Texto 1: Eras a sombra no poente
Eras a sombra do poente
Em calmarias bem calmas;
E no ermo agreste, silente,
Palmeira cheia de palmas.
Eras a canção de outrora,
Por entre nuvens de prece;
Palidez que ao longe cora
E beijo que aos lábios desce.
Eras a harmonia esparsa
Em violas e violoncelos:
E como um voo de garça
Em solitários castelos.
Eras tudo, tudo quanto
De suave esperança existe;
Manto dos pobres e manto
Com que as chagas me cobriste.
Eras o Cordeiro, a Pomba,
A crença que o amor renova...
És agora a cruz que tomba
À beira de tua cova.
(Alphonsus de Guimaraens. Poesias – I. Rio de Janeiro: Org. Smões, 1955, p.284.)
Texto 2: Ismália
Quando Ismália enlouqueceu,
Pôs-se na torre a sonhar...
Viu uma lua no céu,
Viu outra lua no mar.
No sonho em que se perdeu,
Banhou-se toda em luar...
Queria subir ao céu,
Queria descer ao mar...
E no desvario seu
Na torre pôs-se a cantar...
Estava perto do céu
Estava longe do mar...
E como um anjo pendeu
As asas para voar...
Queria a lua do céu,
Queria a lua do mar...
As asas que Deus lhe deu
Ruflaram de par em par...
Sua alma subiu ao Céu,
Seu corpo desceu ao mar...
(Alphonsus de Guimaraens. Melhores Poemas. Seleção: Alphonsus de Guimaraens Filho- 4ª Ed. São Paulo: Global, 2001.p.101).

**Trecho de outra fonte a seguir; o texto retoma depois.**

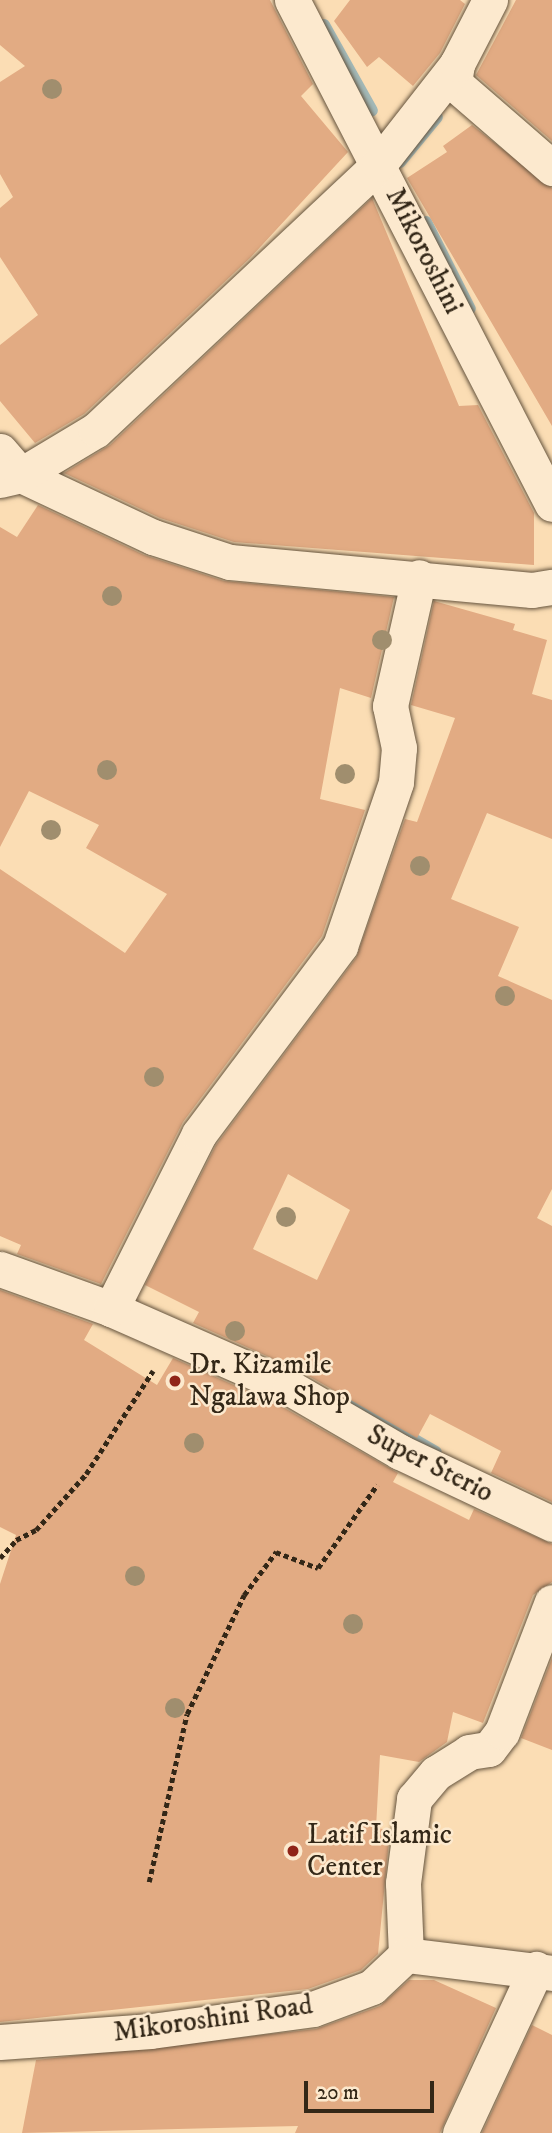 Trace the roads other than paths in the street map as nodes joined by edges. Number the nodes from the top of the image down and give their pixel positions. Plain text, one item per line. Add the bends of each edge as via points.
1 (292, 0) edge
2 (490, 0) edge
3 (457, 64) junction
4 (379, 164) junction
5 (552, 168) edge
6 (7, 469) edge
7 (552, 504) edge
8 (419, 576) junction
9 (552, 587) edge
10 (0, 1269) edge
11 (111, 1309) junction
12 (552, 1524) edge
13 (552, 1602) edge
14 (406, 1955) junction
15 (544, 1971) edge
16 (0, 2042) edge
17 (460, 2133) edge

1 - 4 street, Mikoroshini
2 - 3 street
3 - 4 street
3 - 5 street via 454,83
4 - 6 street via 96,430
4 - 7 street, Mikoroshini
6 - 8 street via 153,537 230,562
8 - 9 street via 532,590
8 - 11 street via 390,706 399,748 396,782 340,946 206,1123
10 - 11 street, Super Sterio
11 - 12 street, Super Sterio via 290,1388 400,1452
13 - 14 street via 502,1732 489,1749 469,1752 436,1773 414,1799 403,1883
14 - 15 street
14 - 16 street, Mikoroshini Road via 372,1987 313,2009 151,2031
15 - 17 street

I – O sensorialismo, obtido por meio das sugestões de cor e de som, é bastante expressivo no texto II, mas não é um recurso significativo no texto I.

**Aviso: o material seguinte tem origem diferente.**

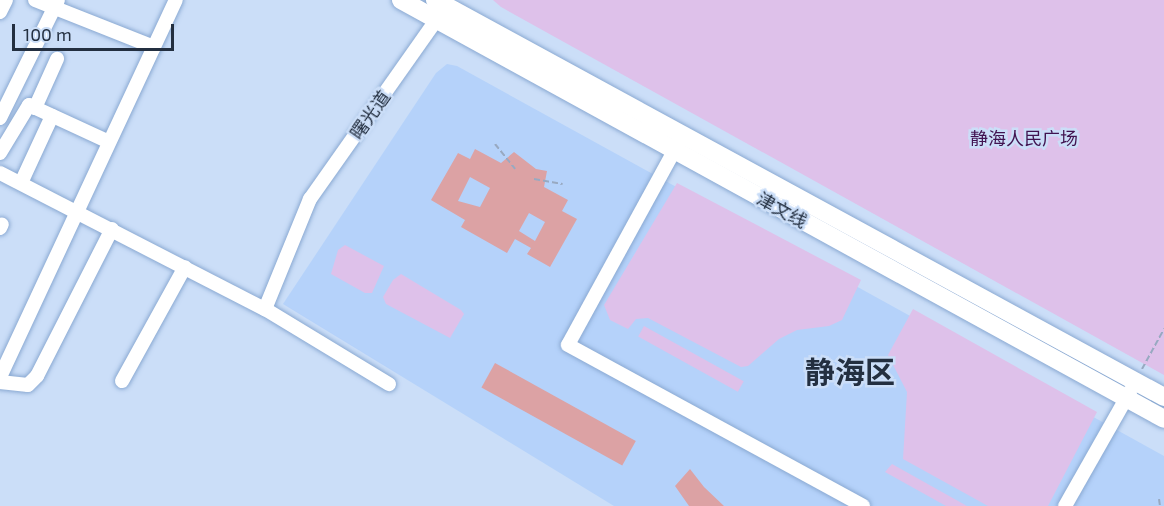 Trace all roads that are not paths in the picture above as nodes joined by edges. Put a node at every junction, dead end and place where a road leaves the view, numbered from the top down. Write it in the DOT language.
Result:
graph roads {
  1 [pos="6,0"];
  2 [pos="35,0"];
  3 [pos="176,0"];
  4 [pos="400,0"];
  5 [pos="56,4"];
  6 [pos="442,6"];
  7 [pos="0,12"];
  8 [pos="154,47"];
  9 [pos="57,59"];
  10 [pos="35,108"];
  11 [pos="52,116"];
  12 [pos="0,118"];
  13 [pos="110,142"];
  14 [pos="678,143"];
  15 [pos="0,153"];
  16 [pos="0,173"];
  17 [pos="21,183"];
  18 [pos="77,211"];
  19 [pos="112,229"];
  20 [pos="185,267"];
  21 [pos="265,309"];
  22 [pos="0,377"];
  23 [pos="122,381"];
  24 [pos="1136,381"];
  25 [pos="0,382"];
  26 [pos="389,384"];
  27 [pos="1164,397"];
  28 [pos="1126,398"];
  29 [pos="1164,419"];
  30 [pos="863,506"];
  31 [pos="1065,506"];
  1 -- 7 [label="street"];
  2 -- 5 [label="street"];
  3 -- 8 [label="street"];
  4 -- 6 [label="main road, 津文线"];
  5 -- 8 [label="street"];
  5 -- 12 [label="street"];
  6 -- 14 [label="main road, 津文线"];
  6 -- 21 [label="street, 曙光道"];
  8 -- 13 [label="street"];
  9 -- 10 [label="street"];
  10 -- 11 [label="street"];
  10 -- 15 [label="street"];
  11 -- 13 [label="street"];
  11 -- 17 [label="street"];
  13 -- 18 [label="street"];
  14 -- 24 [label="main road, 津文线"];
  14 -- 28 [label="main road, 津文线"];
  14 -- 30 [label="street"];
  16 -- 17 [label="street"];
  17 -- 18 [label="street"];
  18 -- 19 [label="street"];
  18 -- 22 [label="street"];
  19 -- 20 [label="street"];
  19 -- 25 [label="street"];
  20 -- 21 [label="street"];
  20 -- 23 [label="street"];
  21 -- 26 [label="street"];
  24 -- 27 [label="main road, 津文线"];
  24 -- 28 [label="street"];
  28 -- 29 [label="main road, 津文线"];
  28 -- 31 [label="street"];
} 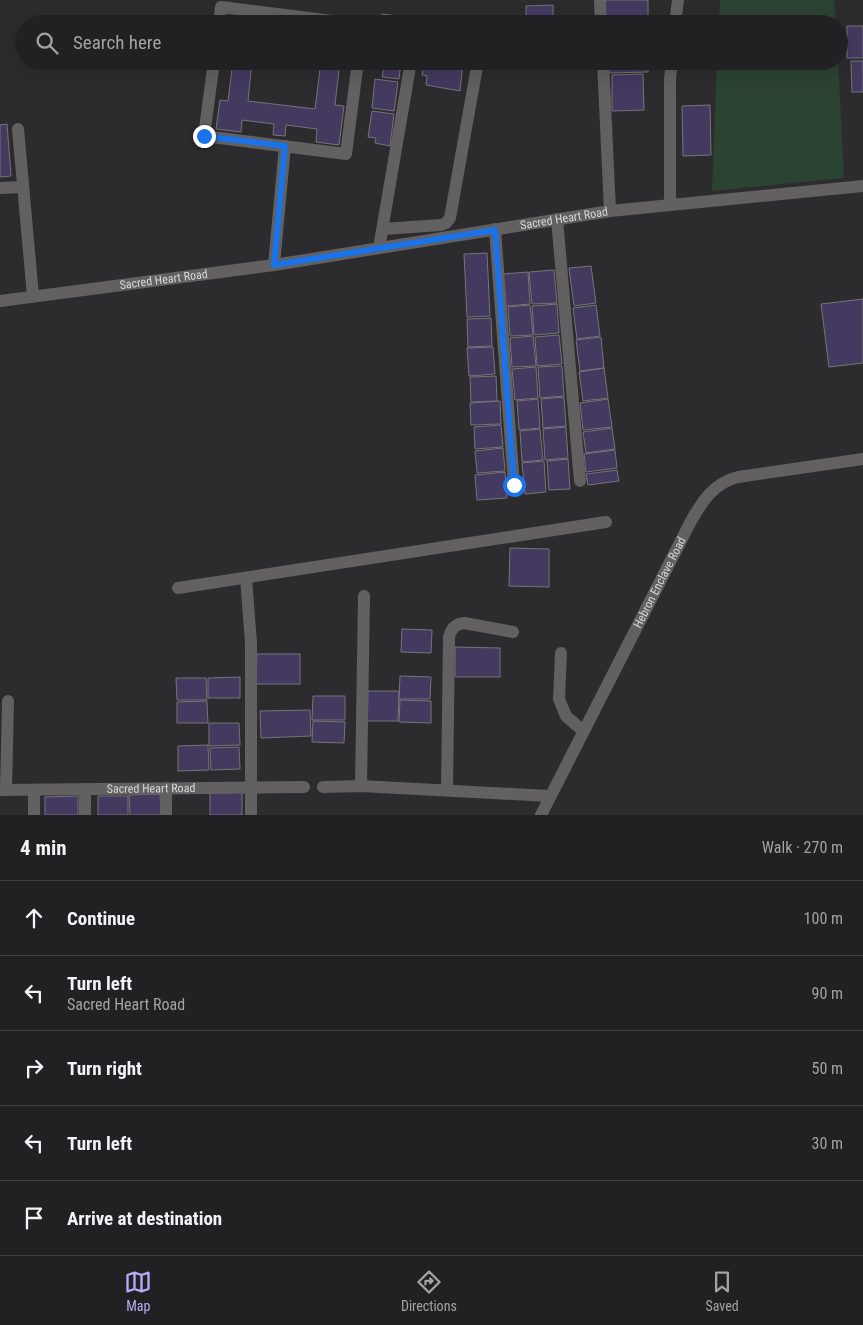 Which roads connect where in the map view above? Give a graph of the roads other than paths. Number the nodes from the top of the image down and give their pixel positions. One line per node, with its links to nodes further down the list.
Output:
1 (600, 0): 5 (street)
2 (678, 0): 6 (street)
3 (220, 15): 4 (street)
4 (285, 15)
5 (601, 15)
6 (677, 15)
7 (213, 70): 14 (street)
8 (357, 70): 14 (street)
9 (410, 70): 21 (street)
10 (476, 70): 21 (street)
11 (603, 70): 19 (street)
12 (671, 70): 18 (street)
13 (18, 129): 16 (street)
14 (285, 146): 24 (street)
15 (863, 186): 18 (street, Sacred Heart Road)
16 (23, 187): 17 (street); 25 (street)
17 (0, 188)
18 (670, 205): 19 (street, Sacred Heart Road)
19 (610, 211): 20 (street, Sacred Heart Road)
20 (557, 219): 22 (street, Sacred Heart Road); 28 (street)
21 (383, 229): 23 (street)
22 (495, 230): 23 (street, Sacred Heart Road); 29 (street)
23 (379, 248): 24 (street, Sacred Heart Road)
24 (274, 265): 25 (street, Sacred Heart Road)
25 (33, 296): 26 (street, Sacred Heart Road)
26 (0, 301)
27 (863, 459): 37 (street, Hebron Enclave Road)
28 (580, 481)
29 (514, 485)
30 (606, 522): 31 (street)
31 (246, 578): 32 (street); 42 (street)
32 (178, 588)
33 (364, 596): 39 (street)
34 (513, 632): 46 (street)
35 (561, 653): 37 (street)
36 (8, 701): 44 (street)
37 (583, 731): 47 (street, Hebron Enclave Road)
38 (323, 786): 39 (street)
39 (361, 786): 46 (street)
40 (304, 787): 42 (street, Sacred Heart Road)
41 (166, 788): 42 (street, Sacred Heart Road); 43 (street, Sacred Heart Road); 50 (street)
42 (251, 788): 51 (street)
43 (85, 789): 45 (street, Sacred Heart Road); 49 (street)
44 (3, 790): 45 (street, Sacred Heart Road)
45 (34, 790): 48 (street)
46 (447, 790): 47 (street)
47 (550, 796): 52 (street, Hebron Enclave Road)
48 (34, 815)
49 (85, 815)
50 (166, 815)
51 (251, 815)
52 (541, 815)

II – No texto I, especialmente nos três últimos versos, observa-se uma atmosfera lúgubre, reforçando ao tom geral do poema de desistência, de abandono da vida, o que faz lembrar o Romantismo.
III – O tom do texto II é de positividade: a personagem, através da loucura e da morte, atingiu seu objetivo, sendo, inclusive, favorecida por Deus, que se compadece de sua condição.